YOUR ASSIGNMENT
Whenever a line in this data holds the word "MakeXYWH", report that line in full.
MATERIAL FOR THE TASK section start
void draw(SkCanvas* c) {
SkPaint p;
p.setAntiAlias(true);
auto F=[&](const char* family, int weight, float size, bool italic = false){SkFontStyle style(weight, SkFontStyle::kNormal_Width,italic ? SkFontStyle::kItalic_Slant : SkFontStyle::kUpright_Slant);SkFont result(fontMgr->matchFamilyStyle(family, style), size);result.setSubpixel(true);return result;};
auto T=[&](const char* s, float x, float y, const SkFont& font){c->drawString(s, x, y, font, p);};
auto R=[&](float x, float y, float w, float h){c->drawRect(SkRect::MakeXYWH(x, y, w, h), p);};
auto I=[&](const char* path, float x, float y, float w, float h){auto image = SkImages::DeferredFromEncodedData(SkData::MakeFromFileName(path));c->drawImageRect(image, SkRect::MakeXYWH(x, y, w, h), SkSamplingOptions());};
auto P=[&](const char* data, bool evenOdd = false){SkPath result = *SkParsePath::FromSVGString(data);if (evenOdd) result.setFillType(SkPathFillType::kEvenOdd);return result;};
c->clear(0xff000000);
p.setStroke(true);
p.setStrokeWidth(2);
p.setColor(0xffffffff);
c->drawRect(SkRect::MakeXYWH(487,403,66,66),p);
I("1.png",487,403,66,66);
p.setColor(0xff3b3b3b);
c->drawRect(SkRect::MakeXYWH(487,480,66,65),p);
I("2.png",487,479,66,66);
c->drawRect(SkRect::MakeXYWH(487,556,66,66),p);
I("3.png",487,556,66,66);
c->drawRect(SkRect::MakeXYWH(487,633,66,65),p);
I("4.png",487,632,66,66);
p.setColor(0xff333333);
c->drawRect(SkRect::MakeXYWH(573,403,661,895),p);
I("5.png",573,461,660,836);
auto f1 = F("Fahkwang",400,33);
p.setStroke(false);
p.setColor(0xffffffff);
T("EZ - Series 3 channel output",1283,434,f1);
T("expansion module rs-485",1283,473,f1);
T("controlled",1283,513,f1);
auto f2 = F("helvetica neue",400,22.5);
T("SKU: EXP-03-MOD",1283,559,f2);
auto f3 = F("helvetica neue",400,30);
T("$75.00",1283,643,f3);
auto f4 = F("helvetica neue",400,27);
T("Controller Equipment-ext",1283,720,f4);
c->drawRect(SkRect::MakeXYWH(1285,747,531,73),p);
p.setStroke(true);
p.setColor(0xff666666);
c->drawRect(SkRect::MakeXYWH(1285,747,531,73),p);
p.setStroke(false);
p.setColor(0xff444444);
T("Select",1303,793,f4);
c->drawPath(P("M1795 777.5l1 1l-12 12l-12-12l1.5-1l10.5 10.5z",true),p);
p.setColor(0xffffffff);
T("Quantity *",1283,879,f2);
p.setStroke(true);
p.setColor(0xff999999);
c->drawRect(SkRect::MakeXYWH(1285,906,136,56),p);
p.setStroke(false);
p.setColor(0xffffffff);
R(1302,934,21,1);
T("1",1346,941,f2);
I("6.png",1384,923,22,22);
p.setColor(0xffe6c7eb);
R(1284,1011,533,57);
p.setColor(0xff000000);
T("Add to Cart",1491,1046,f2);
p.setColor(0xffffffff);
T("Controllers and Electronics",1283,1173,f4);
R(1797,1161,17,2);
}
MATERIAL FOR THE TASK section end
WRITTEN RESPONSE
auto R=[&](float x, float y, float w, float h){c->drawRect(SkRect::MakeXYWH(x, y, w, h), p);};
auto I=[&](const char* path, float x, float y, float w, float h){auto image = SkImages::DeferredFromEncodedData(SkData::MakeFromFileName(path));c->drawImageRect(image, SkRect::MakeXYWH(x, y, w, h), SkSamplingOptions());};
c->drawRect(SkRect::MakeXYWH(487,403,66,66),p);
c->drawRect(SkRect::MakeXYWH(487,480,66,65),p);
c->drawRect(SkRect::MakeXYWH(487,556,66,66),p);
c->drawRect(SkRect::MakeXYWH(487,633,66,65),p);
c->drawRect(SkRect::MakeXYWH(573,403,661,895),p);
c->drawRect(SkRect::MakeXYWH(1285,747,531,73),p);
c->drawRect(SkRect::MakeXYWH(1285,747,531,73),p);
c->drawRect(SkRect::MakeXYWH(1285,906,136,56),p);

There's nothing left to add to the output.